I say this is in the present tense because even though he is dead (may the name of the wicked rot), he still terrorizes and victimizes me. I have never been to Passaic, New Jersey, and I am sure we don’t travel in the same circles.

Why am I writing to you?

I could pander to you and tell you that I am writing because “you get it.” However, that would be a lie. You may want to get it and try to get it, but you can’t, and you will never “get it.” My great grand-parents both did a stint in Hell on Earth. The world knows it as Auschwitz. They passed away when I was a child. My grandmother told me that her parents never spoke about being incarcerated in Hell.

The first time she asked her mother about the strange numbers on her forearm, her mother cried, pulled down her sleeve to the wrist, and through her tears said only, “mein baliebte tochter, vet keinmal nisht farshteyn” (my beloved daughter, you will never understand). Much later, my grandmother understood why her mother never spoke about it. Survivors such as my great-grandmother were embarrassed to speak about Auschwitz for the first few years. They always felt as if the listener blamed them for being in Auschwitz or never fully believed what they endured and how painful and life-changing it was.

Later in life, when the street narrative changed and holocaust survivors became heroic people who you should seek out for Brochus, my great-grandmother still chose to remain silent. When asked by her daughter, who by then was herself a grandmother, “Why, Mama, do you still remain silent?” My great-grandmother answered with a wave of her hand, “ich darf nisht kein rachmonus” (I don’t need anyone’s pity).

So too, Rabbi Eisenman, there are still many people who blame me for being molested. They ask me (or I can tell that they at least want to ask me) the same question as they questioned (or wanted to question) my great-grandmother, “Why didn’t you fight back?” Certainly, those people don’t get it as they persist in their belief that most victims are either lying, exaggerating or loshon hora mongers who have thinly-veiled agendas to destroy Orthodox Jewry. Thankfully, as time has gone on and more people have come forward, and the realization is beginning to take hold that sexual abuse occurs, the reaction of some people towards the victims has changed. Just as people began to change in their reaction to Holocaust survivors, people are also changing in their response to abuse survivors.

The reaction varies from disbelief at worst to pity and compassion at best. As much as compassion is better than feeling repulsed, rejected, tainted, and not believed, I say to you Rabbi Eisenman as my alter-bubbe told my grandmother, “ich darf nisht kein rachmonus.” I, and survivors like me, are not interested in being looked at as pitiful, stained misfits who now deserve your “deepest sympathies.” Rather, we need people to believe us and in us. And we need people to treat us as true survivors who have withstood the horrors of abuse and molestation and are still functioning human beings.
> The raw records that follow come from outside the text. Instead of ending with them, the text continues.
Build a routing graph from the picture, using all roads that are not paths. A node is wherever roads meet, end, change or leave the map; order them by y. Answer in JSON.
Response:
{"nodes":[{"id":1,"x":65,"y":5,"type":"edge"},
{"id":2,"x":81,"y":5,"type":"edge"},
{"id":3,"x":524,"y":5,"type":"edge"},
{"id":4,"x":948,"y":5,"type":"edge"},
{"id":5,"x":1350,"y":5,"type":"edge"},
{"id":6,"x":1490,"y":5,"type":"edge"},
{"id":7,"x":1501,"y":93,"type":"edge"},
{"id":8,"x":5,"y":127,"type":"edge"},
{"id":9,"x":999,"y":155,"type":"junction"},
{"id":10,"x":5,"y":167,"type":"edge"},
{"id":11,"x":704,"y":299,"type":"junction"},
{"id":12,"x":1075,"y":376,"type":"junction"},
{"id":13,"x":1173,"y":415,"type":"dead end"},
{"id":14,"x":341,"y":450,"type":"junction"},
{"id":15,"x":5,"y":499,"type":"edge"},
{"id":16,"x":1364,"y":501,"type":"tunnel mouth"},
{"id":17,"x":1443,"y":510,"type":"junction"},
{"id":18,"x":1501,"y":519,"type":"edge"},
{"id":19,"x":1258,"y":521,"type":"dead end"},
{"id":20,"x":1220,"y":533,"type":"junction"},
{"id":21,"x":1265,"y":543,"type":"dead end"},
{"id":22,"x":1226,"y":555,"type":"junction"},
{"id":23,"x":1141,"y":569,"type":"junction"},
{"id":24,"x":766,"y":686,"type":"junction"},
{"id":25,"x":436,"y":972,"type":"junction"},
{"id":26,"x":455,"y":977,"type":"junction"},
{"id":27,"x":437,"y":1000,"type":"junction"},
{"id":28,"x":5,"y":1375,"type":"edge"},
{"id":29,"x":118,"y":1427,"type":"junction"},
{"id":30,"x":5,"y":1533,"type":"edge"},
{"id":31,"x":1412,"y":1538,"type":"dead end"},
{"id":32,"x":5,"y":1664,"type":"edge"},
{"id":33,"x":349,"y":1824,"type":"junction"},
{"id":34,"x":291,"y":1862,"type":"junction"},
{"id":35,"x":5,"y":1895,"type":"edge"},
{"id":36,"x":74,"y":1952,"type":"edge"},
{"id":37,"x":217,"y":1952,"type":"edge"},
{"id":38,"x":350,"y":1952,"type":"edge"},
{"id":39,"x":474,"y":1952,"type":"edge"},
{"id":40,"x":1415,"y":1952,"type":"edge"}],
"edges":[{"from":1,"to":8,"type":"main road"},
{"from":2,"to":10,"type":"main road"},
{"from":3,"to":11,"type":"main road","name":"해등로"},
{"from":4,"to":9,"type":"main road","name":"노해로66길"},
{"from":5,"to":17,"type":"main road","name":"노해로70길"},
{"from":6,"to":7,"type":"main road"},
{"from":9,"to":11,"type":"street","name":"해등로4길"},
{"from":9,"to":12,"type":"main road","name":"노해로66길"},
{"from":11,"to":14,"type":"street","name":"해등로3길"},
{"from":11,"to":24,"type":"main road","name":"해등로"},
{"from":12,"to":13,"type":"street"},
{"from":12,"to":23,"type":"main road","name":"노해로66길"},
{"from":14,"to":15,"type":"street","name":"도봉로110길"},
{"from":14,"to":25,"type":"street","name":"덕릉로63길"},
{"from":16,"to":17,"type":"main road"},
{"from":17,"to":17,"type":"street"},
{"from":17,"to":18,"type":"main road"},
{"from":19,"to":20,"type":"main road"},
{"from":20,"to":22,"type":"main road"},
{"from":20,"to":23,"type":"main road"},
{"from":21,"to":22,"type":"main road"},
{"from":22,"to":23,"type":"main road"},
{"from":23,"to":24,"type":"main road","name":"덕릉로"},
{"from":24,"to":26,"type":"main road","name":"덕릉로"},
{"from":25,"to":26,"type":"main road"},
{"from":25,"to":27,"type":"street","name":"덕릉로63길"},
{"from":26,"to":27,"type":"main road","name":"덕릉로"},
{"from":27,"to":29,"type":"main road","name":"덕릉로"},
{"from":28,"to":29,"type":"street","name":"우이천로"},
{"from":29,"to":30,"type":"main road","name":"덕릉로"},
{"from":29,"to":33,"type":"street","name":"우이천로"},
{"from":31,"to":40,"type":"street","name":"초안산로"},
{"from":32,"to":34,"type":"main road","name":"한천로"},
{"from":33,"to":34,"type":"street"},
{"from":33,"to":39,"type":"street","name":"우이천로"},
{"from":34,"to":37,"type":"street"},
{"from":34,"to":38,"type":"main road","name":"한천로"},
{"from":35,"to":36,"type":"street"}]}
You want to commiserate and validate my pain. However, you have never done a stint in Hell on Earth on the folding cot in cw’s warehouse while being raped between stacks and stacks of books whose themes were helping, protecting, and empowering children. You have never lived a day in Hell where the daily schedule consisted of being violated and humiliated by the man (whose horrid breath I smell every day of my life) who was regarded by hundreds of thousands of admirers- as the ultimate protector of children. I appreciate your compassion, but never think Rabbi Eisenman (or any other rabbi) that you “really get it.” Unless you too were incarcerated, battered, humiliated, and wounded for life by the recipient of the 2003 Magen LeYeled (Defender of the Child) award from the Israel National Council for the Child- you don’t get it.
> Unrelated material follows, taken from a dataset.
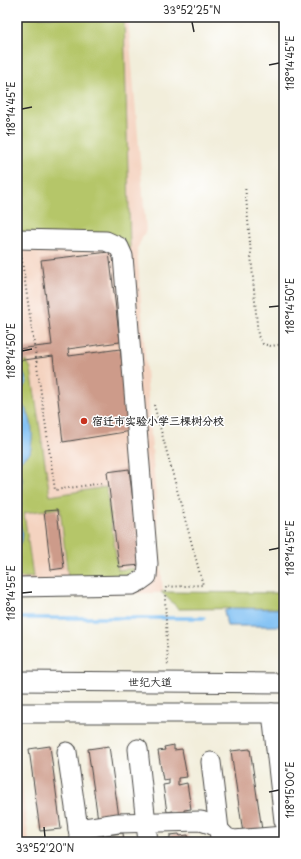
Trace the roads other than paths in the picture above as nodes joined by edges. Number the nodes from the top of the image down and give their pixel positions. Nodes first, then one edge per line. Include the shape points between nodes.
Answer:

Would you ever tell someone who was in Auschwitz, “Yes, yes, I understand your pain? I, too, went through hard times.” That statement would be laughable cruel, and insensitive. Just as you can never understand imprisonment at Auschwitz, you can never understand being a caged twelve-year-old girl enslaved and subjugated by an evil, pernicious pedophile.

This pedophile is the embodiment of brutality and heartlessness. For me and hundreds of others, he was the most demonic creature to walk the face of this Earth. Therefore, you can never fully understand as sympathetic as you are, although I appreciate your sincere desire to understand.

There is something; I, too, will never understand. I will never understand how any sane individual, much less a rabbi, could allow cw’s books to remain part of a home or school library. If your grandmother was medically experimented on by Josef Mengele Yimach Shemo, would you ever think to allow his medical books in a Jewish home?